In its quest to rejuvenate a preeminent event space high atop New York City’s iconic 30 Rockefeller Plaza, the design team incorporated a contemporary program that meshes with deeply embedded memories of a landmark space.

The renovation of the Rainbow Room and 65th floor, which included 13,500 square feet in total, was fueled by extensive archival research. Originally conceived as the main public amenity floor, the 65th floor carries the air of a luxury ocean liner with its stunning panoramic view of the city. An additional 4,465 square feet of the floor that does not carry landmark designation was completely redesigned and echoes the Art Deco feel of its original design. The entire process capped a lengthy collaboration with the New York City Landmarks Preservation Commission.

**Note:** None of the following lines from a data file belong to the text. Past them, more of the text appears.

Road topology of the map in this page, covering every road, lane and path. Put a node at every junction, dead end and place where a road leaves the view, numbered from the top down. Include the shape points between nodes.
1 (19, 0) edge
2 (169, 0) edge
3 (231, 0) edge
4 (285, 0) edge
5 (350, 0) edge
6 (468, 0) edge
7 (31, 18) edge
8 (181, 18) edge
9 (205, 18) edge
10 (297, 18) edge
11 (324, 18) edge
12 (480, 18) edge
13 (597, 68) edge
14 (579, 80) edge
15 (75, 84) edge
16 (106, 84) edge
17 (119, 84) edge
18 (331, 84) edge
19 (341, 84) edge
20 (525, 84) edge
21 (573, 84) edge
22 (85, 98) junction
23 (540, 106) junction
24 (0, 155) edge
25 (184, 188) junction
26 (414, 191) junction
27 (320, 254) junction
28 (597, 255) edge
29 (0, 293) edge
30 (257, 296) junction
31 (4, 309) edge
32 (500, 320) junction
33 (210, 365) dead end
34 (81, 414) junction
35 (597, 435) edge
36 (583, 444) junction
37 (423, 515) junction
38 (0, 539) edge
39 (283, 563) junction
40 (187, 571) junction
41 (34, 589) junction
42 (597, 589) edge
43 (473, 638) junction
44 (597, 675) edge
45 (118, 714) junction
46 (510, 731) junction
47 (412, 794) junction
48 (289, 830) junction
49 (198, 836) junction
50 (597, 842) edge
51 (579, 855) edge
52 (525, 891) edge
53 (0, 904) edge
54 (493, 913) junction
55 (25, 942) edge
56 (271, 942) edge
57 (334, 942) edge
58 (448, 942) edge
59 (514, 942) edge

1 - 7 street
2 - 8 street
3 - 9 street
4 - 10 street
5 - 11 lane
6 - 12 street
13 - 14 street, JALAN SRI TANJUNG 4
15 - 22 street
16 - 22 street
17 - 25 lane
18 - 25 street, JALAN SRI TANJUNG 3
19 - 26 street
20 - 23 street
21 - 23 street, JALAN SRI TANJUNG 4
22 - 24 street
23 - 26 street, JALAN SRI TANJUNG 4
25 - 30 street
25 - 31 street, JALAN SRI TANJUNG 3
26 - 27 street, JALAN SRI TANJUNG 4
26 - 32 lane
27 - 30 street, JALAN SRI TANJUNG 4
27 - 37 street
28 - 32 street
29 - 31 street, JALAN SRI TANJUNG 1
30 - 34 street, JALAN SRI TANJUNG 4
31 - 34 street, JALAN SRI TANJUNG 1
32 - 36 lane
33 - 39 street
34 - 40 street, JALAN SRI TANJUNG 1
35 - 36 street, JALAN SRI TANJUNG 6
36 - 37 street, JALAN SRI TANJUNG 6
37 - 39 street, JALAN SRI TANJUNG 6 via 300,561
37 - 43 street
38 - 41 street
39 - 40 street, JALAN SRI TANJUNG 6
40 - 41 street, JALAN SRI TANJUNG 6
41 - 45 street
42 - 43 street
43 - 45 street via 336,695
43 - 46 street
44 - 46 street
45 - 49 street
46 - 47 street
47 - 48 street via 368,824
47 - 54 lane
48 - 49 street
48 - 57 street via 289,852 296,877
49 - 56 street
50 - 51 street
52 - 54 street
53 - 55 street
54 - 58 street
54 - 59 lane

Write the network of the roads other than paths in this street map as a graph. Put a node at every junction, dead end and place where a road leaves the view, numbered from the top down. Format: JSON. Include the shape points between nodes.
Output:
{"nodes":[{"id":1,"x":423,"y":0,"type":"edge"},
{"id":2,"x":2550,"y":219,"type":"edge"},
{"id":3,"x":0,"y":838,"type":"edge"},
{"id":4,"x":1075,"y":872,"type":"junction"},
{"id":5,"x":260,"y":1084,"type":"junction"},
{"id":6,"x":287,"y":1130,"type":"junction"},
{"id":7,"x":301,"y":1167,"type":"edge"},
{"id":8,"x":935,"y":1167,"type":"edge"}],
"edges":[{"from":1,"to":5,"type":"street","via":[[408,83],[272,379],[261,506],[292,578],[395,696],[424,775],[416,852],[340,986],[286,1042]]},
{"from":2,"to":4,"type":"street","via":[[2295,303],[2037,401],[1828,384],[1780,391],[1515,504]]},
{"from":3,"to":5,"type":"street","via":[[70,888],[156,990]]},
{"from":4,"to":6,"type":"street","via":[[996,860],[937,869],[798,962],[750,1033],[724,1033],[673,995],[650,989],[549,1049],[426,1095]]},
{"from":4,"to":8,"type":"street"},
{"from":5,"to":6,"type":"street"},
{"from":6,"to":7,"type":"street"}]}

Conceived in the early 1930s by architect Wallace K. Harrison, the Rainbow Room had seen successive renovations in the 1960s, ’70s, and ‘80s. By 2009 the room was clearly showing its age, and historic features were damaged or missing. To rejuvenate the space, numerous elements of the original room were re-created, most notably the rotating dance floor. Directly above the floor, the domed ceiling was refinished with white gold leaf, while the historic chandelier—as well as three others—were restored to their former sparkling glamour. Window veils of Czech Bohemian crystal are installed at each window, creating reflective rainbow effects that dance across the room throughout the day.

On the western side of the floor, bar and lounge Bar SixtyFive carries the vibe of the Rainbow Room while a faceted ceiling of gypsum panels in its center provides a sense of airiness and flirts with the room’s history as an open-air sun parlor.

The project is a prime example of architects polishing and respecting history while setting it up for prosperity in the future.